<<<<

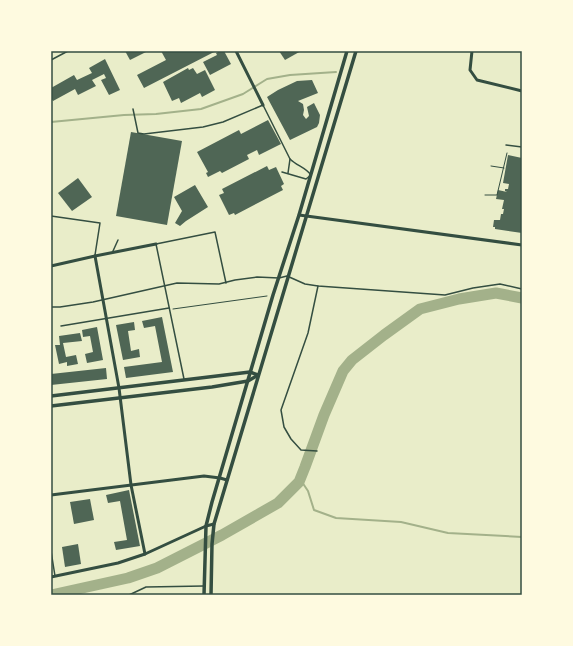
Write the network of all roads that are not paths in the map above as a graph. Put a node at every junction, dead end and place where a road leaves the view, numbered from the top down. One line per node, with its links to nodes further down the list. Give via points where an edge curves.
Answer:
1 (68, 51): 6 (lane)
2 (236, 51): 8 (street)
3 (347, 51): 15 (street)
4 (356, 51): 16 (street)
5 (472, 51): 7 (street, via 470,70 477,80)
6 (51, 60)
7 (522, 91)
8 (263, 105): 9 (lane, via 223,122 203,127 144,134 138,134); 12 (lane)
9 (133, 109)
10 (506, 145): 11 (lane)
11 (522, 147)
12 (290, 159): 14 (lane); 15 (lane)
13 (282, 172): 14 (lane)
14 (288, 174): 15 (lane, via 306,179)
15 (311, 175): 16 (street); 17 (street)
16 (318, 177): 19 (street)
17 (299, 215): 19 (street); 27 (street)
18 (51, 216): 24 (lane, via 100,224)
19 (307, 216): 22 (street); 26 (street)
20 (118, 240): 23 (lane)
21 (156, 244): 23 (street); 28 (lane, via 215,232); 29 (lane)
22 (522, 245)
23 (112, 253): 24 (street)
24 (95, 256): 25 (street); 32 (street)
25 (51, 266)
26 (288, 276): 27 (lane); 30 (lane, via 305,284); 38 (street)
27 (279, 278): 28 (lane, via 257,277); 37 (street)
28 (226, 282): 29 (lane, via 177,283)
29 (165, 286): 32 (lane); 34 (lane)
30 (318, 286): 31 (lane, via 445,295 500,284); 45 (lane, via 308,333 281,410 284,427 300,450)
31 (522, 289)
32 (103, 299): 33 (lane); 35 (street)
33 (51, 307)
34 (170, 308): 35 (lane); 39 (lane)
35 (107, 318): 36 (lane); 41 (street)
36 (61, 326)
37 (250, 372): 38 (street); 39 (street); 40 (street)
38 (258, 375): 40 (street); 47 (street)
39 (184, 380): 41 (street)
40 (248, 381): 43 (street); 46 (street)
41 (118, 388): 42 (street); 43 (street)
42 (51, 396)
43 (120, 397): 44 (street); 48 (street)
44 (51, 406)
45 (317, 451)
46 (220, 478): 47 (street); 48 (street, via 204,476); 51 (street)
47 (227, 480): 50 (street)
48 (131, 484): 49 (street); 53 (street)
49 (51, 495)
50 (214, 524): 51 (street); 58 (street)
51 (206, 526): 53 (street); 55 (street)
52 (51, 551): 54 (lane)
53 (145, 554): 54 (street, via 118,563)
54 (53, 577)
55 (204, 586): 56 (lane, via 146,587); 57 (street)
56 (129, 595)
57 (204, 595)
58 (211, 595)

>>>>

## Work to complete
Repeat every entry above precisely, leaving each picture out.

## Reply
Write the network of all roads that are not paths in the map above as a graph. Put a node at every junction, dead end and place where a road leaves the view, numbered from the top down. One line per node, with its links to nodes further down the list. Give via points where an edge curves.
Answer:
1 (68, 51): 6 (lane)
2 (236, 51): 8 (street)
3 (347, 51): 15 (street)
4 (356, 51): 16 (street)
5 (472, 51): 7 (street, via 470,70 477,80)
6 (51, 60)
7 (522, 91)
8 (263, 105): 9 (lane, via 223,122 203,127 144,134 138,134); 12 (lane)
9 (133, 109)
10 (506, 145): 11 (lane)
11 (522, 147)
12 (290, 159): 14 (lane); 15 (lane)
13 (282, 172): 14 (lane)
14 (288, 174): 15 (lane, via 306,179)
15 (311, 175): 16 (street); 17 (street)
16 (318, 177): 19 (street)
17 (299, 215): 19 (street); 27 (street)
18 (51, 216): 24 (lane, via 100,224)
19 (307, 216): 22 (street); 26 (street)
20 (118, 240): 23 (lane)
21 (156, 244): 23 (street); 28 (lane, via 215,232); 29 (lane)
22 (522, 245)
23 (112, 253): 24 (street)
24 (95, 256): 25 (street); 32 (street)
25 (51, 266)
26 (288, 276): 27 (lane); 30 (lane, via 305,284); 38 (street)
27 (279, 278): 28 (lane, via 257,277); 37 (street)
28 (226, 282): 29 (lane, via 177,283)
29 (165, 286): 32 (lane); 34 (lane)
30 (318, 286): 31 (lane, via 445,295 500,284); 45 (lane, via 308,333 281,410 284,427 300,450)
31 (522, 289)
32 (103, 299): 33 (lane); 35 (street)
33 (51, 307)
34 (170, 308): 35 (lane); 39 (lane)
35 (107, 318): 36 (lane); 41 (street)
36 (61, 326)
37 (250, 372): 38 (street); 39 (street); 40 (street)
38 (258, 375): 40 (street); 47 (street)
39 (184, 380): 41 (street)
40 (248, 381): 43 (street); 46 (street)
41 (118, 388): 42 (street); 43 (street)
42 (51, 396)
43 (120, 397): 44 (street); 48 (street)
44 (51, 406)
45 (317, 451)
46 (220, 478): 47 (street); 48 (street, via 204,476); 51 (street)
47 (227, 480): 50 (street)
48 (131, 484): 49 (street); 53 (street)
49 (51, 495)
50 (214, 524): 51 (street); 58 (street)
51 (206, 526): 53 (street); 55 (street)
52 (51, 551): 54 (lane)
53 (145, 554): 54 (street, via 118,563)
54 (53, 577)
55 (204, 586): 56 (lane, via 146,587); 57 (street)
56 (129, 595)
57 (204, 595)
58 (211, 595)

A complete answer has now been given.